There will be a similar effort for non-GSE properties. From the Fed white paper:
In light of the current unusually difficult circumstances in many housing markets across the nation, the Federal Reserve is contemplating issuing guidance to banking organizations and examiners to clarify supervisory expectations regarding rental of residential REO properties by such organizations while such circumstances continue (and within relevant federal and statutory and regulatory limits). If finalized and adopted, such guidance would explain how rental of a residential REO property within applicable holding-period time limits could meet the supervisory expectation for ongoing good faith efforts to sell that property. Relatedly, if a successful model is developed for the GSEs to transition REO properties to the rental market, banks may wish to participate in such a program or adopt some of its features.Look for this guidance to be issued soon, and to relax the rules on how banks can manage rented REOs.
There are some minor programs too (like the Freddie Mac program to allow 12 months of forbearance for unemployed borrowers) and there could be more programs coming. But the key policy changes will probably be 1) the mortgage settlement, 2) the HARP refinance program, and 3) the REO to rental program.
It sounds like all of these program will be in place by the end of Q1.
Saturday, January 07, 2012
Residential Construction Employment: First increase since 2005
by Calculated Risk on 1/07/2012 08:25:00 PM
The graph below shows the number of total construction payroll jobs in the U.S. including both residential and non-residential since 1969.
Construction employment increased by 17 thousand jobs in December, and is now down 2.18 million jobs from the peak in April 2006.
Total construction employment increased by 46 thousand jobs in 2011. This was the first increase for construction employment since 2006, and the first increase for residential construction employment since 2005.
Unfortunately this graph is a combination of both residential and non-residential construction employment. The BLS only started breaking out residential construction employment fairly recently (residential specialty trade contractors in 2001).
Click on graph for larger image.
Usually residential investment (and residential construction) lead the economy out of recession, and non-residential construction usually lags the economy. Because this graph is a blend, it masks the usual pickup in residential construction following previous recessions. Of course there was no pickup for residential construction this time because of the large excess supply of vacant homes.
Construction employment is mostly moving sideways, but at least it was not a drag on employment and GDP in 2011.
This table below shows the annual change in construction jobs (total, residential and non-residential) and through 2011.

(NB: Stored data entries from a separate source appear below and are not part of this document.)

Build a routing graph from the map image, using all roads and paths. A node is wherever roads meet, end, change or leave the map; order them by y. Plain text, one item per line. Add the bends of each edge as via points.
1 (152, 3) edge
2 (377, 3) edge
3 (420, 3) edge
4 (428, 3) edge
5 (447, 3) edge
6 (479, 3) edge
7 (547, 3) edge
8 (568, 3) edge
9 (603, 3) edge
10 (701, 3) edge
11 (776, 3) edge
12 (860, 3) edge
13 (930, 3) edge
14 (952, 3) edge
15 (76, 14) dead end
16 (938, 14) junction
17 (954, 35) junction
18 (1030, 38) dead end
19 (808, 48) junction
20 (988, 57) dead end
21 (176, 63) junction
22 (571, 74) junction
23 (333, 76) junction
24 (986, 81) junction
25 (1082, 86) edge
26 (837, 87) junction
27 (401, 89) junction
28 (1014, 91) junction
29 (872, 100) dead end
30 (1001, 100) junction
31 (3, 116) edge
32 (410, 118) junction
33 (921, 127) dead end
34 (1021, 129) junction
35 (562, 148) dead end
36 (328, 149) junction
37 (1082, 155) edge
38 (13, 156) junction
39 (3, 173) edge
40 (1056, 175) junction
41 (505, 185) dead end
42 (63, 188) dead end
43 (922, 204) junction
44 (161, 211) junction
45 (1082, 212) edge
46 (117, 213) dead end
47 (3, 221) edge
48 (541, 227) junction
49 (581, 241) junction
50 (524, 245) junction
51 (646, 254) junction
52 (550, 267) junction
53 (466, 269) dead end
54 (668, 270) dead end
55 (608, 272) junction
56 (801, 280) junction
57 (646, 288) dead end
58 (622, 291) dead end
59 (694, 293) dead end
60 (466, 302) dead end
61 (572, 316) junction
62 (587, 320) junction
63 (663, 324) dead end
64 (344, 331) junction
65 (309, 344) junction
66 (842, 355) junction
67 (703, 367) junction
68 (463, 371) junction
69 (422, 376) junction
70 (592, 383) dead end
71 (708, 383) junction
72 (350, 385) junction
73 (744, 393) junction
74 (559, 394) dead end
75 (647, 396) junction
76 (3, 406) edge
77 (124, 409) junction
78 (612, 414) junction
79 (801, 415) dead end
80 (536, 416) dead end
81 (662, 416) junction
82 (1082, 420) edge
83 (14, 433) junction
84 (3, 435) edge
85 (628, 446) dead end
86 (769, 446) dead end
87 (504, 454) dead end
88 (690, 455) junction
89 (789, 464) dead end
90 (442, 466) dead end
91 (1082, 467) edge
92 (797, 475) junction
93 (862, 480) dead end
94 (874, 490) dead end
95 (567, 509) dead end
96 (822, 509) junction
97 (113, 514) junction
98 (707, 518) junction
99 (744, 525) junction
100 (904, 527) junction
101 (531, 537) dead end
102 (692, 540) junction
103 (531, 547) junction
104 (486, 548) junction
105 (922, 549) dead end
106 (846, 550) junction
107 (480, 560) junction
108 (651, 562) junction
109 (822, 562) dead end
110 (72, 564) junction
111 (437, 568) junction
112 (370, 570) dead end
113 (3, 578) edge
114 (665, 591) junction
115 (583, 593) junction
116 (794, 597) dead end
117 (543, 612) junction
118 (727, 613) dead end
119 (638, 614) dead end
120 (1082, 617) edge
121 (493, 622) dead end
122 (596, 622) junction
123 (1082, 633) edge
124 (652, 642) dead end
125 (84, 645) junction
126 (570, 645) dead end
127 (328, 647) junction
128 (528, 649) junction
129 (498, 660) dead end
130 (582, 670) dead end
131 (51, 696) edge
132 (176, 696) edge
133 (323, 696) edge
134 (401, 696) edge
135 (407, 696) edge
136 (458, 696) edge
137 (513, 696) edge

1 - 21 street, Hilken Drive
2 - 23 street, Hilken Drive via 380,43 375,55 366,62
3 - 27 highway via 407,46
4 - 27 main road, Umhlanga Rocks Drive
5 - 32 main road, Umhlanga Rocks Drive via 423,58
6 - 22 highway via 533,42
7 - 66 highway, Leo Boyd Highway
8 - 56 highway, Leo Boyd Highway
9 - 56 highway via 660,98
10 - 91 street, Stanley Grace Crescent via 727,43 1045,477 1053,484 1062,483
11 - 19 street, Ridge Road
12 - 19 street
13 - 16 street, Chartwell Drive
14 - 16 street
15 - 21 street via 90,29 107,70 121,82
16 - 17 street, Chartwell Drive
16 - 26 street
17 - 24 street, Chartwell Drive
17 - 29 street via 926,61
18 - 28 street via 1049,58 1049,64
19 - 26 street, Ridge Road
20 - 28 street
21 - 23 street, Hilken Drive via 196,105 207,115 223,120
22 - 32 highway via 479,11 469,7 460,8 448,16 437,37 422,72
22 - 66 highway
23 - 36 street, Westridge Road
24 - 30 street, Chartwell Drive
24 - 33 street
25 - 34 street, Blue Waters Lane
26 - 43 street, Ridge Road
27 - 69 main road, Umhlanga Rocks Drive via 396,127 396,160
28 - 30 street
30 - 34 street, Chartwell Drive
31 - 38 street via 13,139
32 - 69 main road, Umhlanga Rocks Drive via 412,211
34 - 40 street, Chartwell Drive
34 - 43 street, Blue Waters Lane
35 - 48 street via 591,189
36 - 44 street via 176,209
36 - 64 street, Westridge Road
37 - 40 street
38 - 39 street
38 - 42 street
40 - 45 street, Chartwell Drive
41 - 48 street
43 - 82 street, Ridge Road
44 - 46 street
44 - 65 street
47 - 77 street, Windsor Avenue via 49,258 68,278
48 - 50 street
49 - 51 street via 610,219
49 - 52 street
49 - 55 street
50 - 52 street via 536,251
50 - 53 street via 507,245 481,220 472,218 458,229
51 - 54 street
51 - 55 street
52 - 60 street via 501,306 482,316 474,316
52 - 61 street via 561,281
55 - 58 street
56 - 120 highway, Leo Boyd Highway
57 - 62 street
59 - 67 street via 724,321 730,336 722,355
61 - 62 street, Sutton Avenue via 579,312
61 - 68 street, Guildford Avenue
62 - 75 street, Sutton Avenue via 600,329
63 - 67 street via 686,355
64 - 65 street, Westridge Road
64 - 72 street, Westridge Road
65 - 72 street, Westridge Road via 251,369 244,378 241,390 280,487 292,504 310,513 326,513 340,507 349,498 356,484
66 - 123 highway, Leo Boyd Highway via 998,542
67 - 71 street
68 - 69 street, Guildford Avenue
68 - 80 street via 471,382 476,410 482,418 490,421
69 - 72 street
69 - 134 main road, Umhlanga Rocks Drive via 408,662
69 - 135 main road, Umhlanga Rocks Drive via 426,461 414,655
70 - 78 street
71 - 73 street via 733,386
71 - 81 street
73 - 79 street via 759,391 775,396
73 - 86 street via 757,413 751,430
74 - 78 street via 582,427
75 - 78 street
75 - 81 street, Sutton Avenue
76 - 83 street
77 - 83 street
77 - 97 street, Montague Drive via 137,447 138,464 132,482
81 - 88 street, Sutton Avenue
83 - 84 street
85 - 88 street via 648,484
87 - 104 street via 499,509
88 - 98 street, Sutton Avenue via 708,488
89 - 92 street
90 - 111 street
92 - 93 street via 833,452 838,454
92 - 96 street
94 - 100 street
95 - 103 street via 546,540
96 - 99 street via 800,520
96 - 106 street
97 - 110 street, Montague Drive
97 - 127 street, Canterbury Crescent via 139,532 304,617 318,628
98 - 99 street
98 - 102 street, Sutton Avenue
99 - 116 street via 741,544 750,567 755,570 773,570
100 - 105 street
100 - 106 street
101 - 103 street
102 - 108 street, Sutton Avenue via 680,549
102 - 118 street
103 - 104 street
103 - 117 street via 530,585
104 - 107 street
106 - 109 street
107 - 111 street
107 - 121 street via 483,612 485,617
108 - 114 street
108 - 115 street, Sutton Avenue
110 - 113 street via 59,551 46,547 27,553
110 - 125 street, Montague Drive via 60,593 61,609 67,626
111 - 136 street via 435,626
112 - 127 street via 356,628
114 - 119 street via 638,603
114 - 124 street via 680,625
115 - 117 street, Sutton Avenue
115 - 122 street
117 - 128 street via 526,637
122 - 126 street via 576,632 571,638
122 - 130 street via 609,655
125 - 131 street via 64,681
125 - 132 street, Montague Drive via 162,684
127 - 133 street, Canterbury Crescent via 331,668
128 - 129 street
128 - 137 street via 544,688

| Annual Change in Payroll jobs (000s) | |||
|---|---|---|---|
| Year | Total Construction Jobs | Residential Construction Jobs | Non-Residential |
| 2002 | -85 | 88 | -173 |
| 2003 | 127 | 161 | -34 |
| 2004 | 290 | 230 | 60 |
| 2005 | 416 | 268 | 148 |
| 2006 | 152 | -62 | 214 |
| 2007 | -198 | -273 | 75 |
| 2008 | -787 | -510 | -277 |
| 2009 | -1053 | -431 | -622 |
| 2010 | -149 | -113 | -36 |
| 2011 | 46 | 20 | 26 |
After five consecutive years of job losses for residential construction (and four years for total construction), construction employment increased in 2011.
In addition residential investment has made a small positive contribution to GDP in 2011 - also for the first time since 2005.